– Дебора, дитя мое, обопрись о мое плечо и сойди на землю.
Дебора скорее сделала вид, что облокотилась, и легко спрыгнула с лошади. В эту минуту складки ее покрывала раздвинулись, и Венера увидала лицо чудной красоты.
XIV. Конюх
Тем временем странный старичок повел свою лошадь в конюшню. Задний двор гостиницы содержался не лучше всего остального. Кучи навоза и лужи грязи почти не оставляли свободного прохода. Чтобы дойти до конюшни, надо было пройти по черной и вонючей грязи. Старик, выполняя этот трудный переход, бранился, ругался, но наконец добрался до конюшни. Корова и осел, стоявшие рядом по колена в нечистотах, с печальным видом предавались размышлениям перед пустыми яслями. Неподалеку от них храпел на соломе высокий парень. Проснувшись от прихода гостей, он встал и сделал несколько шагов вперед. Это был молодой человек с наружностью не многим привлекательнее хозяйской. Оспа совершенно его обезобразила, и на лице его виднелись красные пятна, такие же мерзкие, как и на лице его хозяина.

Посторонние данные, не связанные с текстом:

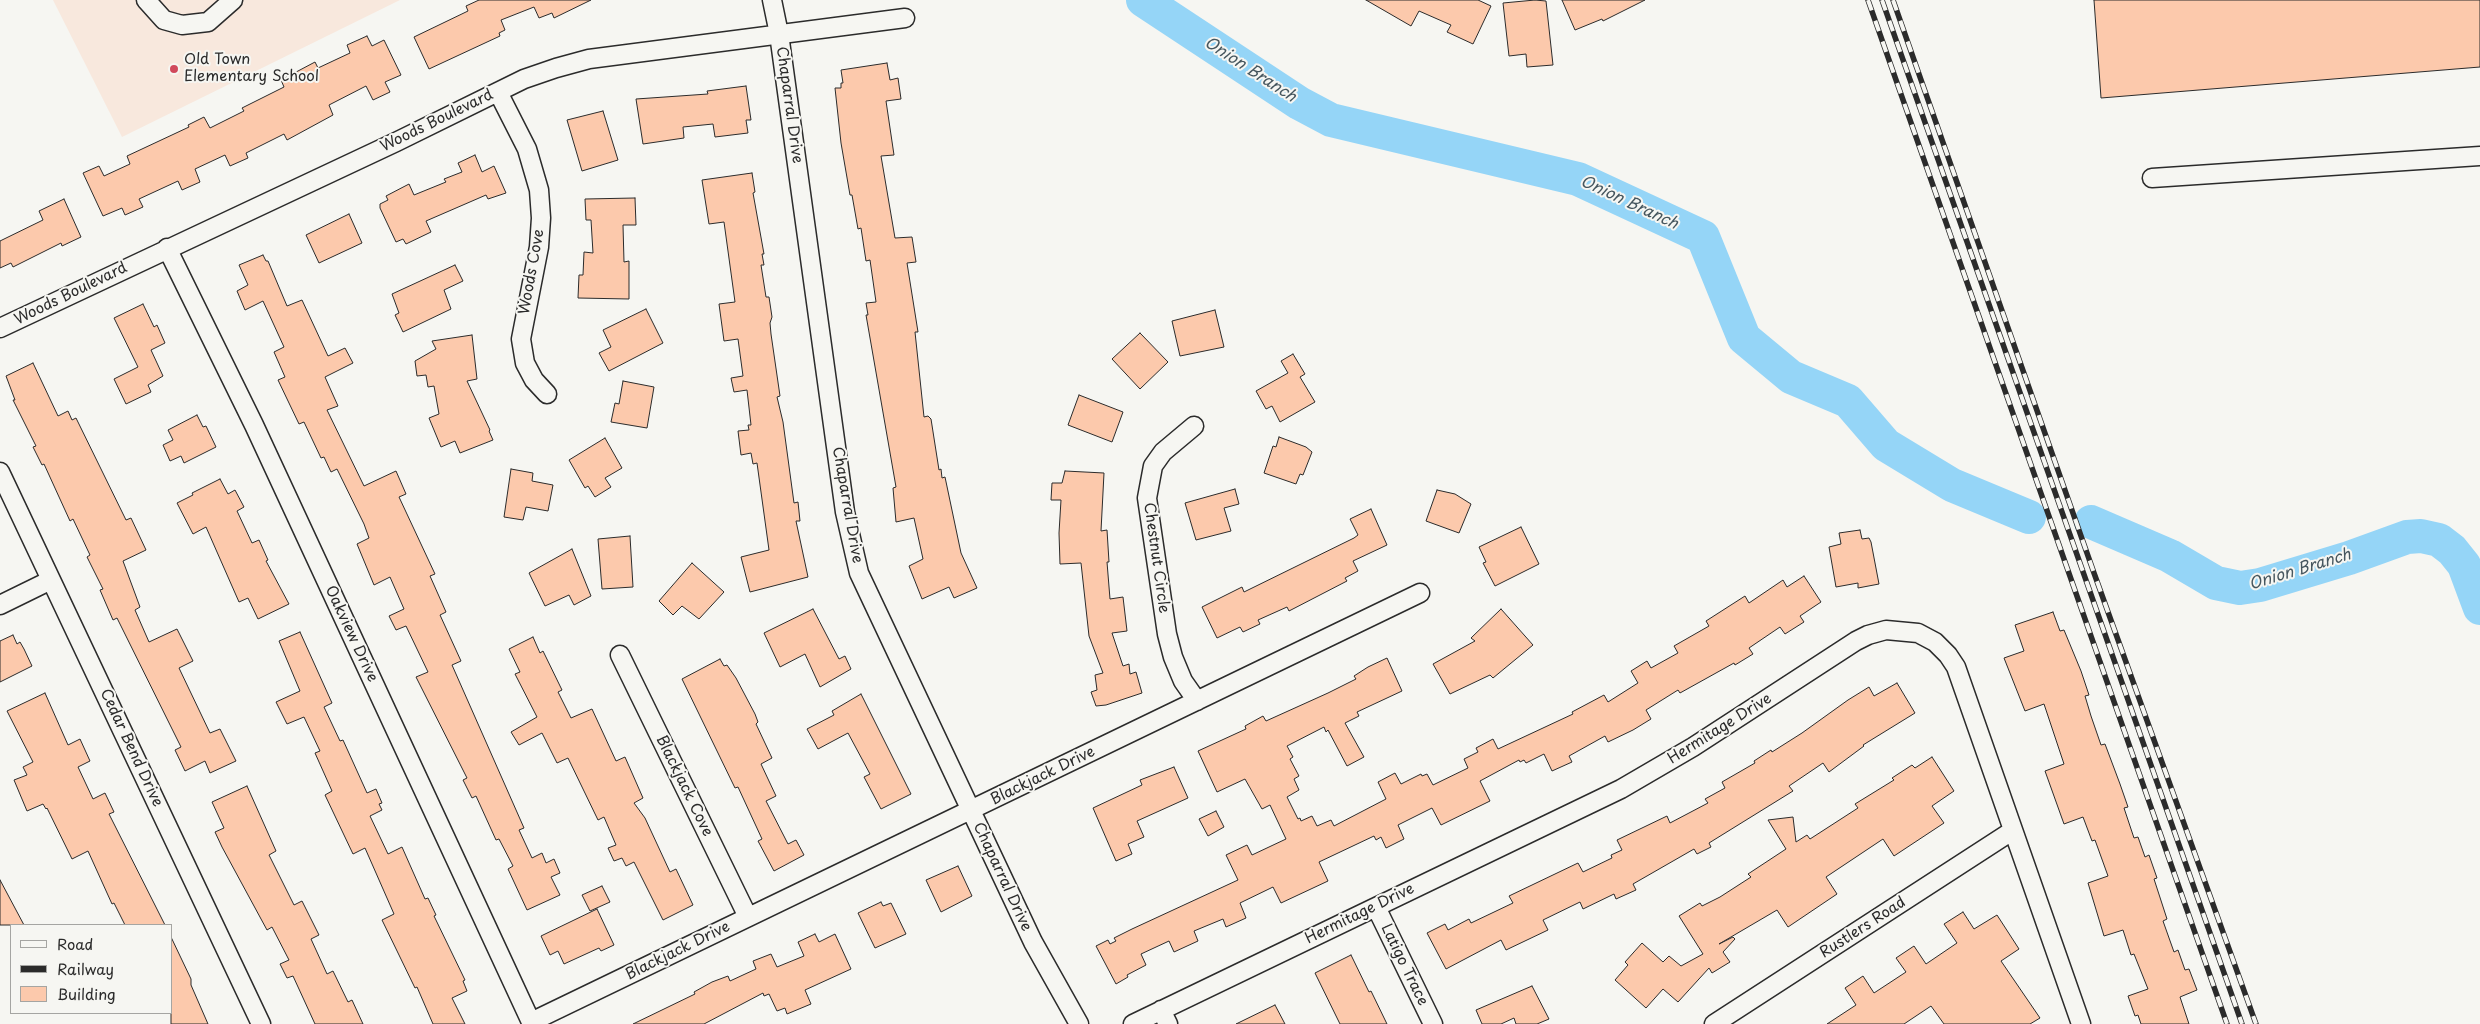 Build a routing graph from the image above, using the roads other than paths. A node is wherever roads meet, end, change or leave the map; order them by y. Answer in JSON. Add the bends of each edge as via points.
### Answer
{"nodes":[{"id":1,"x":146,"y":0,"type":"edge"},
{"id":2,"x":233,"y":0,"type":"edge"},
{"id":3,"x":772,"y":0,"type":"edge"},
{"id":4,"x":905,"y":18,"type":"dead end"},
{"id":5,"x":779,"y":34,"type":"junction"},
{"id":6,"x":498,"y":92,"type":"junction"},
{"id":7,"x":2480,"y":156,"type":"edge"},
{"id":8,"x":2152,"y":178,"type":"dead end"},
{"id":9,"x":167,"y":248,"type":"junction"},
{"id":10,"x":0,"y":328,"type":"edge"},
{"id":11,"x":547,"y":394,"type":"dead end"},
{"id":12,"x":1194,"y":426,"type":"dead end"},
{"id":13,"x":0,"y":472,"type":"edge"},
{"id":14,"x":51,"y":580,"type":"junction"},
{"id":15,"x":1420,"y":593,"type":"dead end"},
{"id":16,"x":0,"y":605,"type":"edge"},
{"id":17,"x":620,"y":655,"type":"dead end"},
{"id":18,"x":1197,"y":701,"type":"junction"},
{"id":19,"x":971,"y":810,"type":"junction"},
{"id":20,"x":2012,"y":831,"type":"junction"},
{"id":21,"x":1376,"y":907,"type":"junction"},
{"id":22,"x":748,"y":917,"type":"junction"},
{"id":23,"x":1165,"y":1017,"type":"edge"},
{"id":24,"x":531,"y":1022,"type":"joint"},
{"id":25,"x":261,"y":1024,"type":"edge"},
{"id":26,"x":1079,"y":1024,"type":"edge"},
{"id":27,"x":1133,"y":1024,"type":"edge"},
{"id":28,"x":1433,"y":1024,"type":"edge"},
{"id":29,"x":1714,"y":1024,"type":"edge"},
{"id":30,"x":2082,"y":1024,"type":"edge"}],
"edges":[{"from":1,"to":2,"type":"street","via":[[164,20],[182,25],[208,22]]},
{"from":3,"to":5,"type":"street","name":"Chaparral Drive"},
{"from":4,"to":5,"type":"street","name":"Woods Boulevard"},
{"from":5,"to":6,"type":"street","name":"Woods Boulevard","via":[[589,59],[556,68]]},
{"from":5,"to":19,"type":"street","name":"Chaparral Drive","via":[[851,545],[875,612]]},
{"from":6,"to":9,"type":"street","name":"Woods Boulevard"},
{"from":6,"to":11,"type":"street","name":"Woods Cove","via":[[527,149],[539,190],[539,247],[521,339],[525,363]]},
{"from":7,"to":8,"type":"street"},
{"from":9,"to":10,"type":"street","name":"Woods Boulevard"},
{"from":9,"to":24,"type":"street","name":"Oakview Drive","via":[[254,426]]},
{"from":12,"to":18,"type":"street","name":"Chestnut Circle","via":[[1163,452],[1153,466],[1148,498],[1167,634],[1183,681]]},
{"from":13,"to":14,"type":"street","name":"Cedar Bend Drive"},
{"from":14,"to":16,"type":"street"},
{"from":14,"to":25,"type":"street","name":"Cedar Bend Drive"},
{"from":15,"to":18,"type":"street","name":"Blackjack Drive"},
{"from":17,"to":22,"type":"street","name":"Blackjack Cove"},
{"from":18,"to":19,"type":"street","name":"Blackjack Drive"},
{"from":19,"to":22,"type":"street","name":"Blackjack Drive"},
{"from":19,"to":26,"type":"street","name":"Chaparral Drive","via":[[1033,942]]},
{"from":20,"to":21,"type":"street","name":"Hermitage Drive","via":[[1956,667],[1935,642],[1918,633],[1886,630],[1856,641],[1693,747],[1621,789]]},
{"from":20,"to":29,"type":"street","name":"Rustlers Road"},
{"from":20,"to":30,"type":"street","name":"Hermitage Drive"},
{"from":21,"to":23,"type":"street","name":"Hermitage Drive"},
{"from":21,"to":28,"type":"street","name":"Latigo Trace"},
{"from":22,"to":24,"type":"street","name":"Blackjack Drive"},
{"from":23,"to":27,"type":"street","name":"Hermitage Drive"}]} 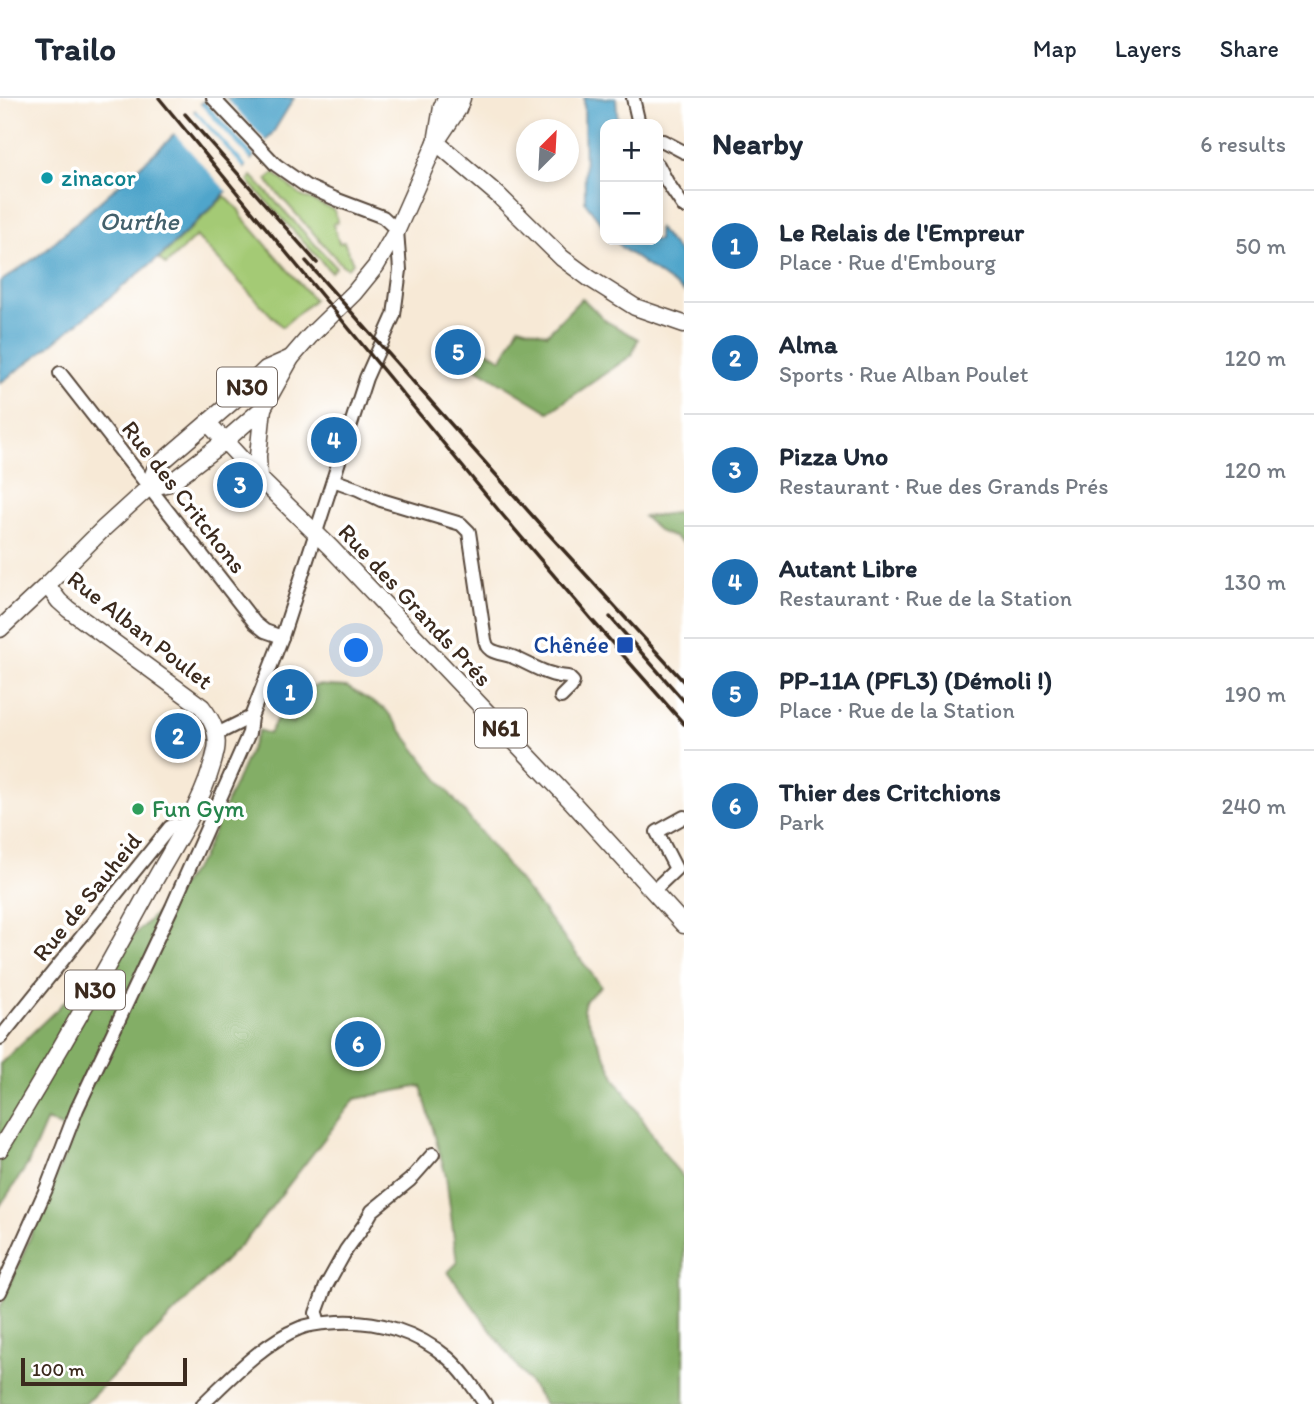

– Подождите, – сказал он, – я вам помогу.
– Нет… Нет! Не беспокойтесь, – с живостью вскричал старик. – Я один справлюсь. Принесите мне только сена и овса.
Но конюх, не обратив никакого внимания на эти слова, подошел к лошади и начал расстегивать подпругу. Старик обнаружил очевидные признаки нетерпения.
– Пожалуй, разнуздайте ее, если уж непременно хотите, – сказал он с неохотой.
– Я сначала сниму чемодан, – возразил конюх.
Старик побледнел.
– Не дотрагивайтесь до него! – вскричал он.
– Почему?
– О! Так… Я хотел сказать: не к чему торопиться…
Но конюх уже отвязал ремни, которыми чемодан был прикреплен к седлу. Волнение старика достигло крайней степени. Он хотел взять чемодан, но конюх уже приподнял его.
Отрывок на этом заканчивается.